Protect Your Business with Credit Checks

Extending credit is a must for B2B businesses; but if you don't get paid it can cripple your cash flow. Here are best practices to follow to reduce the likelihood of payment delays or not getting paid at all.

The joy of taking on a new customer for your business can quickly turn sour if that customer doesn’t pay when they’re supposed to or, worse yet, if they walk away from making payment entirely! Providing products or services and not being paid is both a hit to your expenses due to costs incurred and a gap in your revenue, making it a cash flow double-whammy.

In the business-to-business world credit checks are a standard practice that allows the invoicing party to decide how much credit (if any at all) to provide before adding taking on a new client. Performing adequate due-diligence on customer credit before extending payment terms is a smart way to protect your business by setting the right payment expectations up-front.

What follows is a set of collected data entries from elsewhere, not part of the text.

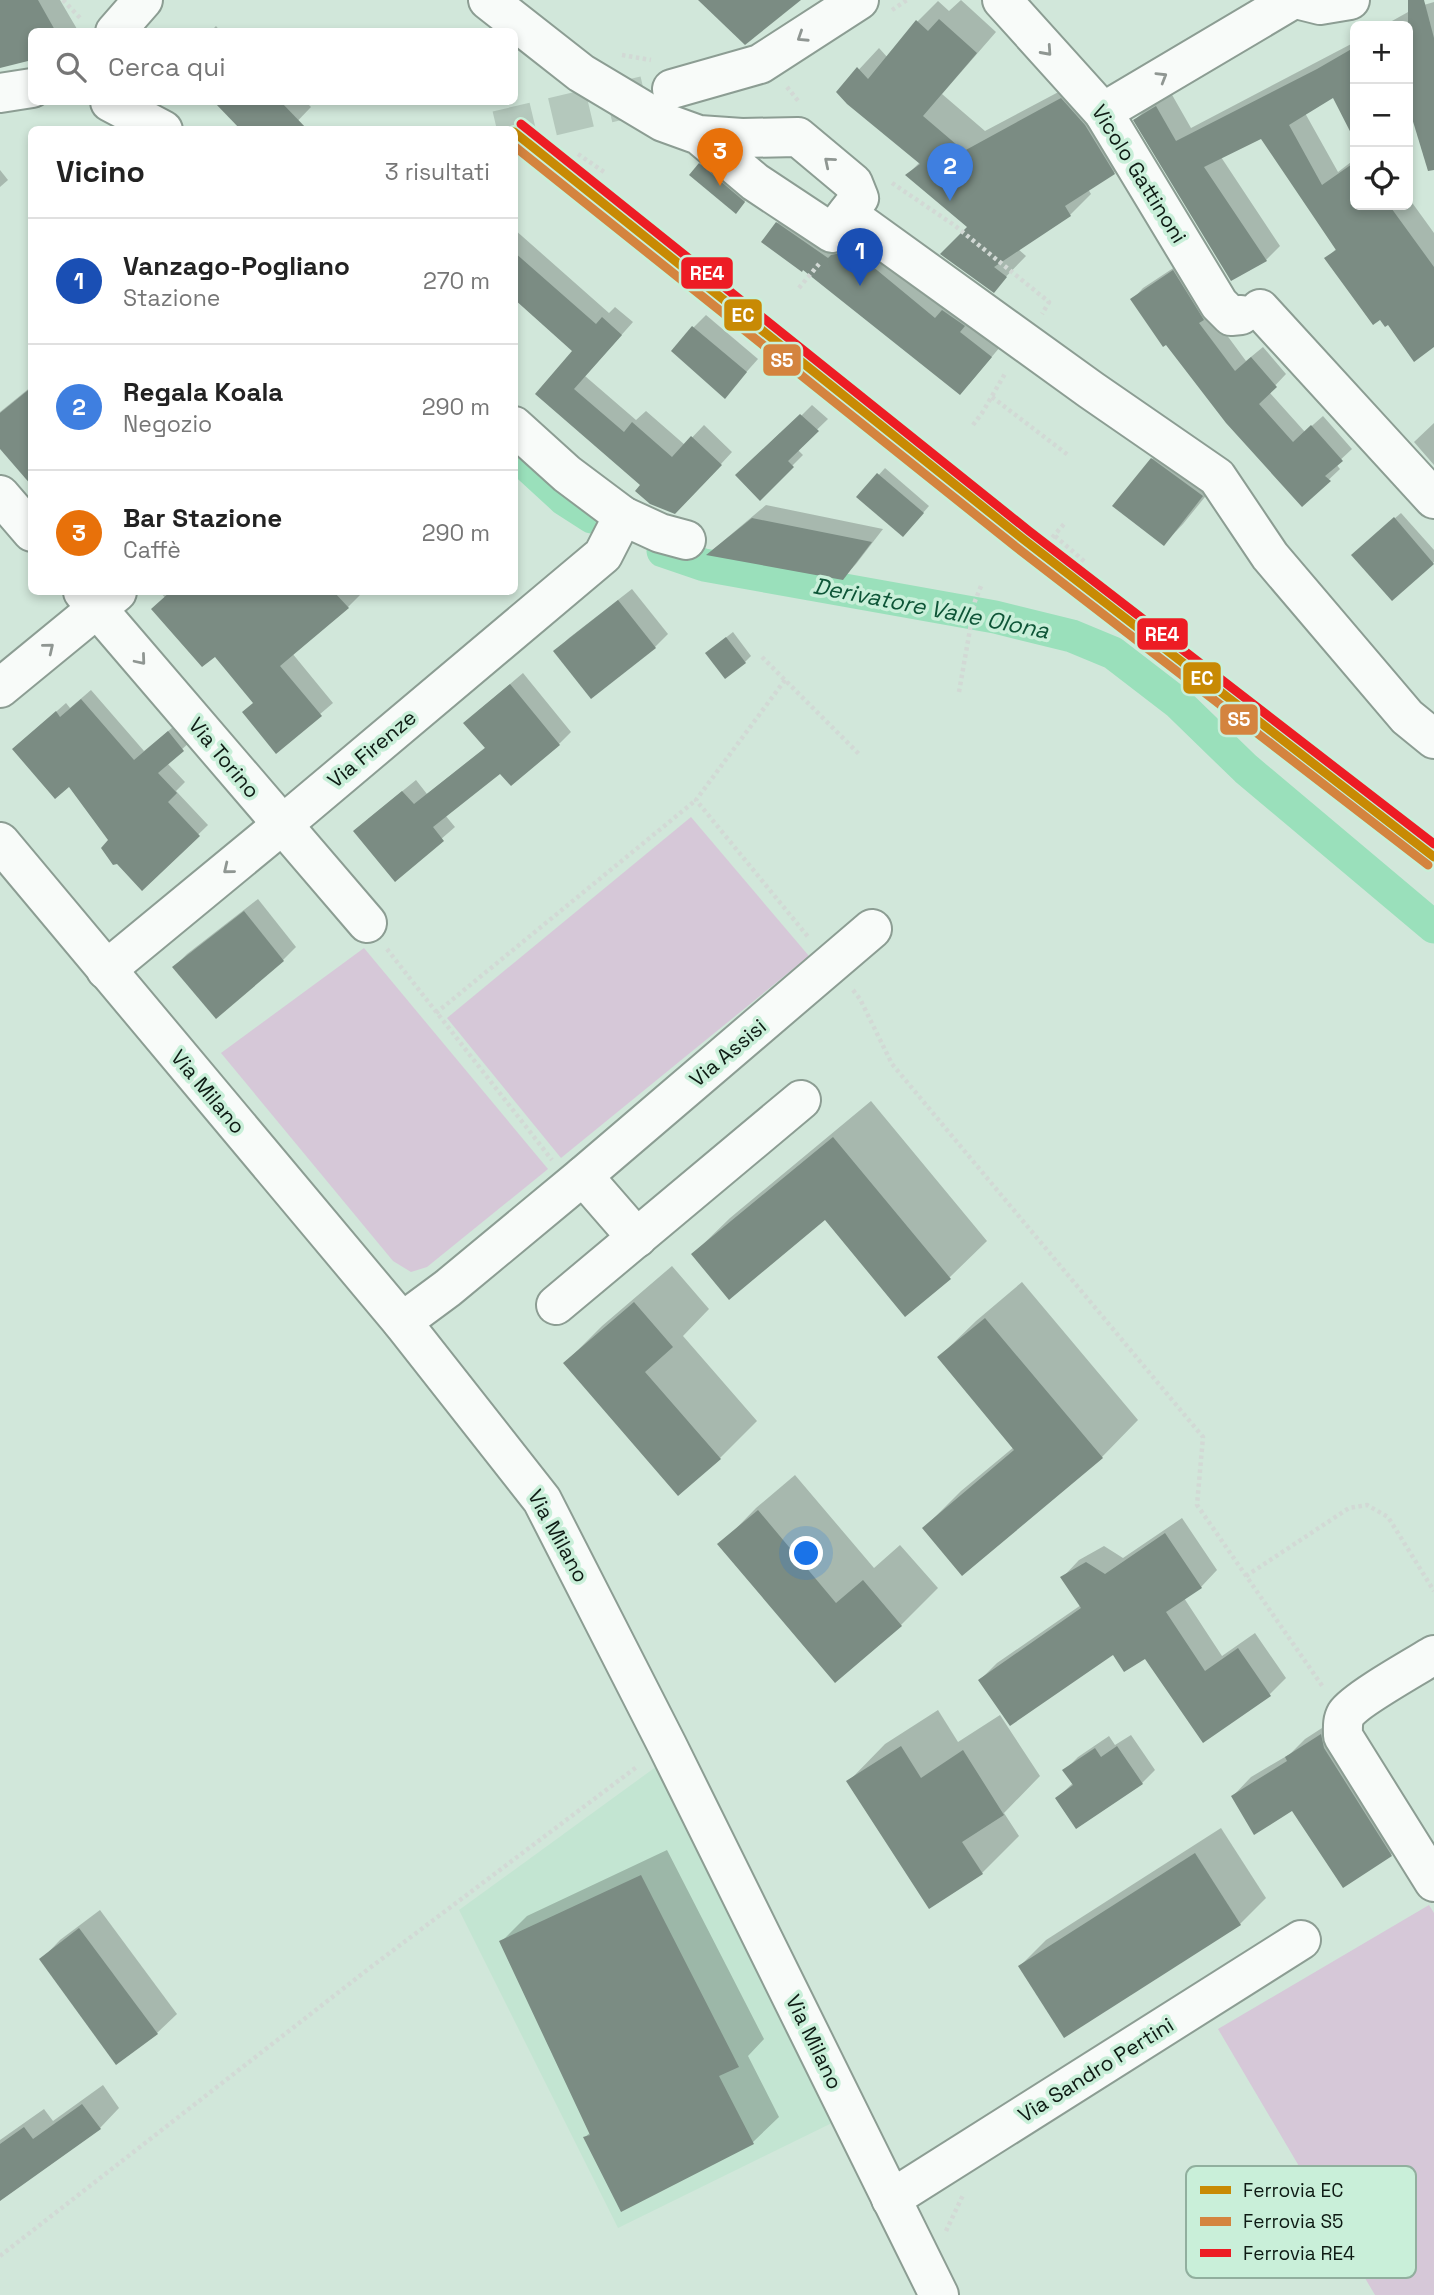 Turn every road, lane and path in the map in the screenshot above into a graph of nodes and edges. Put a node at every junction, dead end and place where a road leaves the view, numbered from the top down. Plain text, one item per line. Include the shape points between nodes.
1 (63, 0) edge
2 (143, 0) edge
3 (488, 0) edge
4 (859, 0) edge
5 (1002, 0) edge
6 (1292, 0) edge
7 (1300, 0) edge
8 (1350, 0) edge
9 (100, 27) edge
10 (28, 89) edge
11 (672, 89) tunnel mouth
12 (0, 93) edge
13 (116, 105) edge
14 (1103, 112) junction
15 (155, 126) edge
16 (699, 135) junction
17 (578, 154) dead end
18 (605, 170) dead end
19 (847, 214) junction
20 (823, 260) dead end
21 (799, 288) dead end
22 (992, 397) dead end
23 (982, 413) dead end
24 (973, 425) dead end
25 (518, 430) edge
26 (1068, 456) dead end
27 (0, 495) edge
28 (1434, 499) edge
29 (623, 516) junction
30 (1065, 523) dead end
31 (28, 527) edge
32 (1055, 536) junction
33 (686, 540) dead end
34 (1043, 548) dead end
35 (1085, 562) dead end
36 (981, 586) dead end
37 (99, 597) edge
38 (762, 657) dead end
39 (785, 680) junction
40 (0, 688) edge
41 (959, 692) dead end
42 (1434, 739) edge
43 (859, 754) dead end
44 (696, 800) junction
45 (280, 824) junction
46 (0, 842) edge
47 (367, 923) joint
48 (873, 929) dead end
49 (831, 965) junction
50 (106, 970) junction
51 (436, 1013) junction
52 (802, 1100) dead end
53 (578, 1180) junction
54 (636, 1238) junction
55 (556, 1305) dead end
56 (402, 1322) junction
57 (1246, 1576) junction
58 (1434, 1591) edge
59 (1434, 1655) edge
60 (1345, 1716) junction
61 (667, 1745) junction
62 (1434, 1882) edge
63 (1301, 1940) dead end
64 (891, 2199) junction
65 (0, 2256) edge
66 (939, 2295) edge

1 - 9 path
2 - 9 street
3 - 16 street via 581,73 663,122
4 -> 11 street via 760,64
5 -> 14 street, Vicolo Gattinoni
14 -> 6 street
7 - 8 street via 1320,5
10 - 12 street
13 - 15 street
14 - 28 street, Vicolo Gattinoni via 1219,304 1231,316 1251,312
16 - 19 street via 755,182 832,233
19 -> 16 street via 859,198 853,183 798,137
17 - 18 path
19 - 42 street via 1217,477 1270,556 1407,717
20 - 21 path
22 - 26 path
23 - 24 path
25 - 29 street
27 - 31 street
29 - 33 street
29 - 45 street, Via Firenze via 603,555
30 - 32 path
32 - 34 path
32 - 35 path
36 - 41 path
40 -> 37 street
37 -> 45 street, Via Torino
38 - 39 path
39 - 43 path
39 - 44 path
44 - 49 path
44 - 51 path
45 - 47 street, Via Torino
45 -> 50 street, Via Firenze
46 - 50 street, Via Milano
47 - 51 path
48 - 49 street, Via Assisi
49 - 53 street, Via Assisi
49 - 57 path via 860,999 892,1064 1203,1437 1197,1505
50 - 56 street, Via Milano
51 - 53 path
52 - 54 street
53 - 54 street
53 - 56 street, Via Assisi
54 - 55 street
56 - 61 street, Via Milano via 542,1500
57 - 58 path via 1349,1508 1367,1505 1388,1517
57 - 60 path
59 - 60 street
60 - 62 street via 1343,1736
61 - 64 street, Via Milano
61 - 65 path via 371,1967
63 - 64 street, Via Sandro Pertini
64 - 66 street, Via Milano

The credit application is an important start to this process. By collecting the right kind of information on a potential client it’s possible to make smart decisions that help reduce the likelihood of payment delays or not getting paid at all. When obtaining and processing credit applications make sure to:

  1. Obtain customer consent - in writing. This is usually the only way references such as vendors and financial institutions will disclose client payment history and financial information.
  2. Collect multiple vendor references - three is a good minimum. Businesses that are already transacting with your client are a great source of information on past payment behavior, particularly if their commercial relationships are well established.
  3. Get contact information for individuals at their bank, not generic phone numbers. Reaching the right person at the customer bank can save you time and get you relevant information on your client, such as balances and history. For thorough diligence it can make sense to request information on previous banking relationships, giving you information about long-term behavior in addition to current financial wherewithal.
  4. Use the telephone when contacting customer vendors. Sometimes a phone call to the accounts receivable department can reveal great information on payment history. This is when written permission to contact references comes in handy, as some vendors will require a copy of this document before discussing payment history. Any mention of late payments by other vendors can be a potential red flag.
  5. Dial their bank and ask for specifics. Bankers are a great source of information on potential customers, and can usually provide insight into customer balances (current and historical) as well as how long the customer has been working with the bank. As with vendors, you may be required to share a copy of the written authorization document to obtain this information, but this extra step is well worth it to determine if a customer has a history of volatile account balances, as this may not bode well for payment consistency.
  6. Obtain a comprehensive business credit report. Reviewing the credit report of potential customers is a great way for businesses to verify basic information furnished during the application process. While business credit reports may vary in terms of accuracy they can provide confirmation of other information gathered during reference checks.

For customers who seem a bit riskier than you’d prefer or who don’t have much verifiable history it might make sense to extend credit on a trial or provisional basis, with lower quantities or dollar amounts involved. At the same time, it usually isn’t a good idea to be overly restrictive on customers who have an overall positive history but one or two hiccups. It’s a rare business that has a perfectly unblemished record over time.

The same can be true for terms; sometimes it’s probably a good idea to start with fairly conservative terms and then, as a customer proves their ability and willingness to pay on time, extend less restrictive payment terms. For others it might make sense to offer your best terms early on.

In all instances, it is a best practice to communicate clearly what payment arrangements you are offering and what, if anything, can be done to improve them over time. The best customers will understand well-reasoned credit procedures and will try to establish a positive long-term relationship by making timely payments. On the other end of the spectrum are customers who do not value this process or aren’t willing to make reliable payments, and it probably goes without saying that these may not be the right kind of customers for your business.

Businesses that conduct appropriate diligence on potential customers tend to prosper when things are going well or when business is more of a struggle. While no credit application or reference process is proven to result in 100% of customers paying on time and as invoiced, it’s still worth taking these extra steps to protect your business - and your cash flow.